■ Task directions:
Each line of the records that holds the word "roads" should be copied out.

■ Recorded data:
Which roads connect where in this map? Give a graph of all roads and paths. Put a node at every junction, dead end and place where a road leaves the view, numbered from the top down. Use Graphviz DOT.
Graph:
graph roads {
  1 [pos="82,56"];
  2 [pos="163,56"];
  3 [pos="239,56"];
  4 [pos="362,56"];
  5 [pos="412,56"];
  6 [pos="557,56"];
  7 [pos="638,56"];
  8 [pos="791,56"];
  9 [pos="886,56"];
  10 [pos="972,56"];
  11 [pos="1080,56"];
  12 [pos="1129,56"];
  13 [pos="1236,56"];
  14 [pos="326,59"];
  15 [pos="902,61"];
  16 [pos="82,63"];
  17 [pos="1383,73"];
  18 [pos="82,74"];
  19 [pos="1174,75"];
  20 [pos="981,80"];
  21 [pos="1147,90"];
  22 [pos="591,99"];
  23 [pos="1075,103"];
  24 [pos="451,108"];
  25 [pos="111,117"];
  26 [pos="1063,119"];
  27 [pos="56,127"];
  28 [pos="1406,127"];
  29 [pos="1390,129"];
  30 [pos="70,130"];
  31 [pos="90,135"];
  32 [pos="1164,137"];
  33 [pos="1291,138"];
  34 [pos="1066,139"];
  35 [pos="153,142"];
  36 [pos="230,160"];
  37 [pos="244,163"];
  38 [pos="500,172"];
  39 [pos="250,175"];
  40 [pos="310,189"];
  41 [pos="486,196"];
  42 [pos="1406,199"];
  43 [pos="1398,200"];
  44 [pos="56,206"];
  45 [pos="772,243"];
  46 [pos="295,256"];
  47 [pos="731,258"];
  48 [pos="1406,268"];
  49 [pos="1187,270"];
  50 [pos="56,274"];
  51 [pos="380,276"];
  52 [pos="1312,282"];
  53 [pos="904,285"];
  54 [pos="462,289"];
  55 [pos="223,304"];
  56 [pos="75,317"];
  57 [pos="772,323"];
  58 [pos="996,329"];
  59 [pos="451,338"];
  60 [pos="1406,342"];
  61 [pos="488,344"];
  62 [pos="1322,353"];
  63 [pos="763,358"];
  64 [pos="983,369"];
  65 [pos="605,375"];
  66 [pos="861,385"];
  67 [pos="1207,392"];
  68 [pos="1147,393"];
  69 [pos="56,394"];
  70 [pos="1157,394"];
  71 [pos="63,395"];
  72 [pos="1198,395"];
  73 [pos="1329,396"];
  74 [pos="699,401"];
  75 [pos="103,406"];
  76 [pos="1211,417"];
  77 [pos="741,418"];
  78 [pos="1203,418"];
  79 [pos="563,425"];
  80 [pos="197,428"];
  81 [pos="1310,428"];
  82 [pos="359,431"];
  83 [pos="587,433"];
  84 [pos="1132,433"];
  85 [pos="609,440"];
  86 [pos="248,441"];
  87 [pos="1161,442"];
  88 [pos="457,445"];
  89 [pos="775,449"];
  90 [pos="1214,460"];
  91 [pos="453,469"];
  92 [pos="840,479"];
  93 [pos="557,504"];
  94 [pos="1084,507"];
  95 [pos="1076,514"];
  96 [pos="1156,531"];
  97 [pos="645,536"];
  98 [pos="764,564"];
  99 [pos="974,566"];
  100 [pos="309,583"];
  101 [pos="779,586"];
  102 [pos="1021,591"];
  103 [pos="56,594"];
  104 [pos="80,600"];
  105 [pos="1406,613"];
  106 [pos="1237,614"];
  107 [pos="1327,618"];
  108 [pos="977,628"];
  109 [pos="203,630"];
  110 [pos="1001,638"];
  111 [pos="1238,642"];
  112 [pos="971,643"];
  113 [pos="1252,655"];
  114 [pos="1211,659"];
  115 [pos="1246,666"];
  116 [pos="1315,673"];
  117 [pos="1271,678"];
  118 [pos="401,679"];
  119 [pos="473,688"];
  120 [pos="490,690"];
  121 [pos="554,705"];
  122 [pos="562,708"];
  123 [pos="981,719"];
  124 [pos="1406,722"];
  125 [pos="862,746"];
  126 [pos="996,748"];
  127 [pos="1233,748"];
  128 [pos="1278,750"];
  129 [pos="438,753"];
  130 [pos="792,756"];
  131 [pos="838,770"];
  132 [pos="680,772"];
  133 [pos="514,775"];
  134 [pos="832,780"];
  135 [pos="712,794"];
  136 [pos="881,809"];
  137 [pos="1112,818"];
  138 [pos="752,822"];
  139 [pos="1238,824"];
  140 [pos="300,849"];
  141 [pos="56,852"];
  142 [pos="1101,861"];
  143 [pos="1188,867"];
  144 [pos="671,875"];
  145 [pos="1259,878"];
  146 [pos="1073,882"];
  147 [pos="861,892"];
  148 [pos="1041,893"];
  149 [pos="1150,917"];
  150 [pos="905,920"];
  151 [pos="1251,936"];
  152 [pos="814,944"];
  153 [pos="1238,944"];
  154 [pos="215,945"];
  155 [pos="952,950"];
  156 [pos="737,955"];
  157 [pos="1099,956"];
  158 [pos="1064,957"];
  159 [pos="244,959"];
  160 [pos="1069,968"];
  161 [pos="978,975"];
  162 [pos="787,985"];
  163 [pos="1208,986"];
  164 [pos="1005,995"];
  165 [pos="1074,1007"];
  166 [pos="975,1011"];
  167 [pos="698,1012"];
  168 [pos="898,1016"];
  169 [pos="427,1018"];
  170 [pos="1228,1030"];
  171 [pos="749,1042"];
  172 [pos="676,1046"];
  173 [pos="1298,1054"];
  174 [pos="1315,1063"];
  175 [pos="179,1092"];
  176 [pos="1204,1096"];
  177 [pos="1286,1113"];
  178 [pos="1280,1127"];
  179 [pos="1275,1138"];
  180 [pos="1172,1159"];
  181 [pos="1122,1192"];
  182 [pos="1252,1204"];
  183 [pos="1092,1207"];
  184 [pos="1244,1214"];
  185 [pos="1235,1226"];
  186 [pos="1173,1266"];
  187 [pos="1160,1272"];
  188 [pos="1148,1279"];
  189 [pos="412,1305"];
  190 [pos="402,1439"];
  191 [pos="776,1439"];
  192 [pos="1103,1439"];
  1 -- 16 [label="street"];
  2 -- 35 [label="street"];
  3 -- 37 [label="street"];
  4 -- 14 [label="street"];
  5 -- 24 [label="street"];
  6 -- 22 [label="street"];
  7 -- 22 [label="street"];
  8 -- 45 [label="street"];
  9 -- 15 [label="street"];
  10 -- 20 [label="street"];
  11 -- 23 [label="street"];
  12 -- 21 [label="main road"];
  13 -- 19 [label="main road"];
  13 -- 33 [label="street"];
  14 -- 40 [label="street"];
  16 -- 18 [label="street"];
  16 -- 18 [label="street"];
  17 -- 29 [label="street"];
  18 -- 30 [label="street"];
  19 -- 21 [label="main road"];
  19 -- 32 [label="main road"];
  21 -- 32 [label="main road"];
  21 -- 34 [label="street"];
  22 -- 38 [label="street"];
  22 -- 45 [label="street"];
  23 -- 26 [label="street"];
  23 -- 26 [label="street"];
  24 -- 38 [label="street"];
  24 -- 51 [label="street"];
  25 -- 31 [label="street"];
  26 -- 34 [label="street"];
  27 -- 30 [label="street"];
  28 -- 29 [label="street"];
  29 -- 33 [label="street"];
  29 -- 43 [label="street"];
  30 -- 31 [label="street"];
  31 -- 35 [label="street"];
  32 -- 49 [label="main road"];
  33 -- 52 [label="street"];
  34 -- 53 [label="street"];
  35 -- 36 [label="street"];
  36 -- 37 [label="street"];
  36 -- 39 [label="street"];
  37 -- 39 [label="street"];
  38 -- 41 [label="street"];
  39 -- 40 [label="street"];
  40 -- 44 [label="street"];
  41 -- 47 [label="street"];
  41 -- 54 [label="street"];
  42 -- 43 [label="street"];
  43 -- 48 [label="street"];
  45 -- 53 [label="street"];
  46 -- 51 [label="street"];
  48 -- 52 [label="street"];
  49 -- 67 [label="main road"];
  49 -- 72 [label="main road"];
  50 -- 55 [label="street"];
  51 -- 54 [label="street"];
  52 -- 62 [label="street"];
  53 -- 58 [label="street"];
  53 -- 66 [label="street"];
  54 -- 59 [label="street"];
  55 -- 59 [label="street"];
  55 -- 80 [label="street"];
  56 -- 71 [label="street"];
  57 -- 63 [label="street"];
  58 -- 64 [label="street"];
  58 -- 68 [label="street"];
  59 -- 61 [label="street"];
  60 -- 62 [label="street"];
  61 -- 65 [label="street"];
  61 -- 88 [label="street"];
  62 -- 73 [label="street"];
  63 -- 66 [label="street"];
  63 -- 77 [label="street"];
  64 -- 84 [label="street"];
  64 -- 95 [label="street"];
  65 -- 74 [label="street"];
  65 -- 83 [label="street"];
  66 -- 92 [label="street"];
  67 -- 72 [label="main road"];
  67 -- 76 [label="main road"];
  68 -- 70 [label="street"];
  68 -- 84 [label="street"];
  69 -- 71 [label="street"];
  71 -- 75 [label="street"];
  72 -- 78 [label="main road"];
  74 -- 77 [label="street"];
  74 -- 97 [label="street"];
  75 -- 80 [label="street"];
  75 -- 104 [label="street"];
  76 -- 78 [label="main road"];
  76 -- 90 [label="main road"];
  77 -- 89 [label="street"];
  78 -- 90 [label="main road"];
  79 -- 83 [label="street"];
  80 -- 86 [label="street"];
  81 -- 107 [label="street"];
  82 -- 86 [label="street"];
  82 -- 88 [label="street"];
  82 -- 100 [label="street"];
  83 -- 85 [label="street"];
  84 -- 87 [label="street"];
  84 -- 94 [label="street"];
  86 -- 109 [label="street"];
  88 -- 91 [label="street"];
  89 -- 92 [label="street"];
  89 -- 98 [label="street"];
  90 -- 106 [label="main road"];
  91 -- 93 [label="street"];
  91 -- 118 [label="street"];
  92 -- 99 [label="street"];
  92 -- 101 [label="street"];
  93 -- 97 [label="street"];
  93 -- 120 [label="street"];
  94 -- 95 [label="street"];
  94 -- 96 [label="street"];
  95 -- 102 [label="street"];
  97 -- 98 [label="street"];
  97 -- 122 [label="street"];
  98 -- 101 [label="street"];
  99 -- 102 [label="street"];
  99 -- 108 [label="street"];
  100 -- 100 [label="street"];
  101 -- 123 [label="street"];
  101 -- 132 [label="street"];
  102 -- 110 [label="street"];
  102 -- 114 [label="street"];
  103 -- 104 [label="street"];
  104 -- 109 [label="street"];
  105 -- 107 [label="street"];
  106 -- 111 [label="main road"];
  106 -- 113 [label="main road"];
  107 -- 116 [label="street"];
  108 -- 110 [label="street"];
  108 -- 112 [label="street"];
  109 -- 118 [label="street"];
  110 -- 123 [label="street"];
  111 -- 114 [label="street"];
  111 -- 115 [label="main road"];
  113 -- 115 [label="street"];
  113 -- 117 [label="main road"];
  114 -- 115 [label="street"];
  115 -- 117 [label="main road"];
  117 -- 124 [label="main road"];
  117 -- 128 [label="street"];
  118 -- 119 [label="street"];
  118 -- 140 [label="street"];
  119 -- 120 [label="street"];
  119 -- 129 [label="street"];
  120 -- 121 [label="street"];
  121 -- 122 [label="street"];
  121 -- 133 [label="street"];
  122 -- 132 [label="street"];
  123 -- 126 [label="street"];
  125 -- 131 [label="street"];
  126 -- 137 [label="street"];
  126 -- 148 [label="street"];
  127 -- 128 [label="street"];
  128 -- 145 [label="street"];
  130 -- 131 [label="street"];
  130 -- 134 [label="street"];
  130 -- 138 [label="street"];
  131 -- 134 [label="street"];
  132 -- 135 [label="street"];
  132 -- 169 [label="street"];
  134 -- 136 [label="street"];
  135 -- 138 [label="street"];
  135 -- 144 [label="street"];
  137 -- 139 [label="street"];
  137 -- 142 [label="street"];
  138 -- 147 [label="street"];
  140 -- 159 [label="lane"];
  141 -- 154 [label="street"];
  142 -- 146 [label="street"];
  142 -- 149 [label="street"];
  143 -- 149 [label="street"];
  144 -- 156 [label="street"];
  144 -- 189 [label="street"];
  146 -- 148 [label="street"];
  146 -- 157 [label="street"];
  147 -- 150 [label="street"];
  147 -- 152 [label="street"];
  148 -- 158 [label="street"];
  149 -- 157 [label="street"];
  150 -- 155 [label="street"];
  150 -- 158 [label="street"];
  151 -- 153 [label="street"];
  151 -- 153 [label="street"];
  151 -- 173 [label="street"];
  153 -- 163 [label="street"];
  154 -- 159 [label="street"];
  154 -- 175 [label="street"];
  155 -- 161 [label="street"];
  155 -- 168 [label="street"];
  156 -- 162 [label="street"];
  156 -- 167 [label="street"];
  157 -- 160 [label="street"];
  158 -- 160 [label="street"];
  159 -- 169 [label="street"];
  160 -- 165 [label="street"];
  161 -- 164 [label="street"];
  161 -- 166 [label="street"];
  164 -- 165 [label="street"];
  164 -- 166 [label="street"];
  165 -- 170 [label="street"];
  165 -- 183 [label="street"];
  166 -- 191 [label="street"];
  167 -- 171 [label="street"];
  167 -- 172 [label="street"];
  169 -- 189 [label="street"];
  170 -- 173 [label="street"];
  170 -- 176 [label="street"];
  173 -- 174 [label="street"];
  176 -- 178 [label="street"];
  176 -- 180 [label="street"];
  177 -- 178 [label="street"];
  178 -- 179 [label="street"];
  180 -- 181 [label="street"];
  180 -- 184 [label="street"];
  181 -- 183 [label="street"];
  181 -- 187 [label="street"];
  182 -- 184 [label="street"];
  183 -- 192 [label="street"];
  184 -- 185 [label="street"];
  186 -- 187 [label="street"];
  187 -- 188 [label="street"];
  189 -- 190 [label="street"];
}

■ Solution to the problem:
Which roads connect where in this map? Give a graph of all roads and paths. Put a node at every junction, dead end and place where a road leaves the view, numbered from the top down. Use Graphviz DOT.
graph roads {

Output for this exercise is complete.